Verapamil attenuates ATP depletion during hypoxia: 31P NMR studies of the isolated rat heart.

To test whether verapamil protects myocardial high-energy phosphate content during hypoxia by reducing pre-hypoxic cardiac work or secondary to metabolic events that occur during hypoxia, we compared the relation between myocardial performance and high-energy phosphate content during normoxia, hypoxia and reoxygenation using 31P NMR spectroscopy in isolated, isovolumic buffer-perfused rat hearts. Function was reduced either by supplying verapamil or by altering work mechanically.
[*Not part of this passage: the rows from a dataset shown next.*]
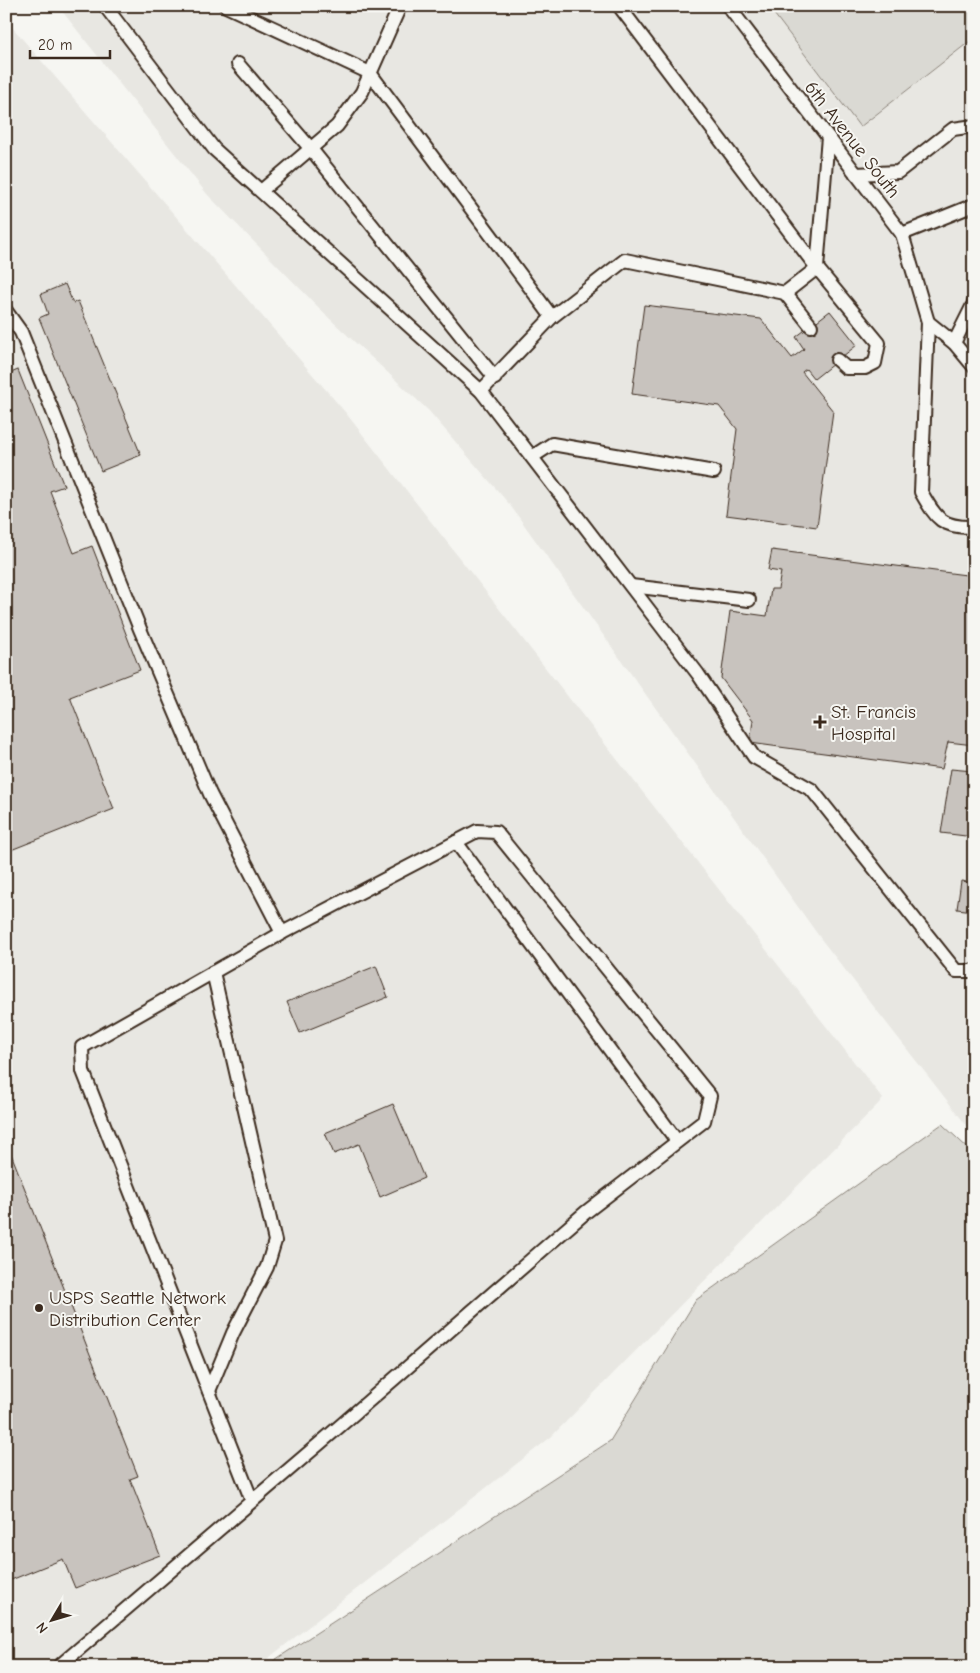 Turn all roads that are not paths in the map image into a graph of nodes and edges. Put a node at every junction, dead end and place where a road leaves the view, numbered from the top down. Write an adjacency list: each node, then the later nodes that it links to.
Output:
1 (105, 6): 12 (lane)
2 (226, 6): 7 (lane)
3 (400, 6): 7 (lane)
4 (619, 6): 15 (lane)
5 (728, 6): 9 (lane, 6th Avenue South)
6 (238, 64): 10 (lane)
7 (370, 74): 10 (lane); 19 (lane)
8 (974, 126): 11 (lane)
9 (828, 137): 11 (lane, 6th Avenue South); 15 (lane)
10 (311, 148): 12 (lane); 25 (lane)
11 (856, 174): 14 (lane, 6th Avenue South)
12 (261, 192): 26 (lane)
13 (974, 205): 14 (lane)
14 (902, 234): 20 (lane)
15 (818, 268): 16 (lane); 23 (lane)
16 (785, 293): 19 (lane); 21 (lane)
17 (974, 303): 22 (lane)
18 (6, 311): 33 (lane)
19 (552, 317): 25 (lane)
20 (928, 322): 22 (lane); 29 (lane)
21 (811, 326)
22 (954, 342): 24 (lane)
23 (838, 360)
24 (974, 368)
25 (495, 378): 26 (lane)
26 (481, 391): 27 (lane)
27 (532, 457): 28 (lane); 30 (lane)
28 (714, 472)
29 (974, 527)
30 (631, 586): 31 (lane); 34 (lane)
31 (749, 600)
32 (456, 842): 33 (lane); 36 (lane); 36 (lane)
33 (282, 934): 35 (lane)
34 (974, 971)
35 (214, 972): 37 (lane); 37 (lane)
36 (677, 1141): 38 (lane)
37 (209, 1391): 38 (lane)
38 (252, 1501): 39 (lane)
39 (58, 1667)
During normoxia, supplying verapamil (10(-6.5) to 10(-5) M) decreased cardiac performance, increased both creatine phosphate content and intracellular pH, but had no effect on ATP content. During hypoxia, supplying verapamil attenuated ATP and creatine phosphate depletion, and during reoxygenation, ATP content was higher in verapamil-supplied hearts. In hearts in which pre-hypoxic performance was reduced mechanically, high-energy phosphate content during hypoxia and reoxygenation was preserved to the same extent as in hearts treated with 10(-6.5) M verapamil. During reoxygenation, neither verapamil-pretreatment nor mechanical reduction of pre-hypoxic performance affected the creatine phosphate content or indices of cardiac performance, expressed as percentage of pre-hypoxic values. Since reducing pre-hypoxic workload, either by supplying 10(-6.5) M verapamil or mechanically, produced indistinguishable effects on ATP and creatine phosphate contents during hypoxia and reoxygenation, we conclude that the primary mechanism of action of verapamil in hypoxic injury in the buffer-perfused rat heart is the reduction of pre-hypoxic energy demand.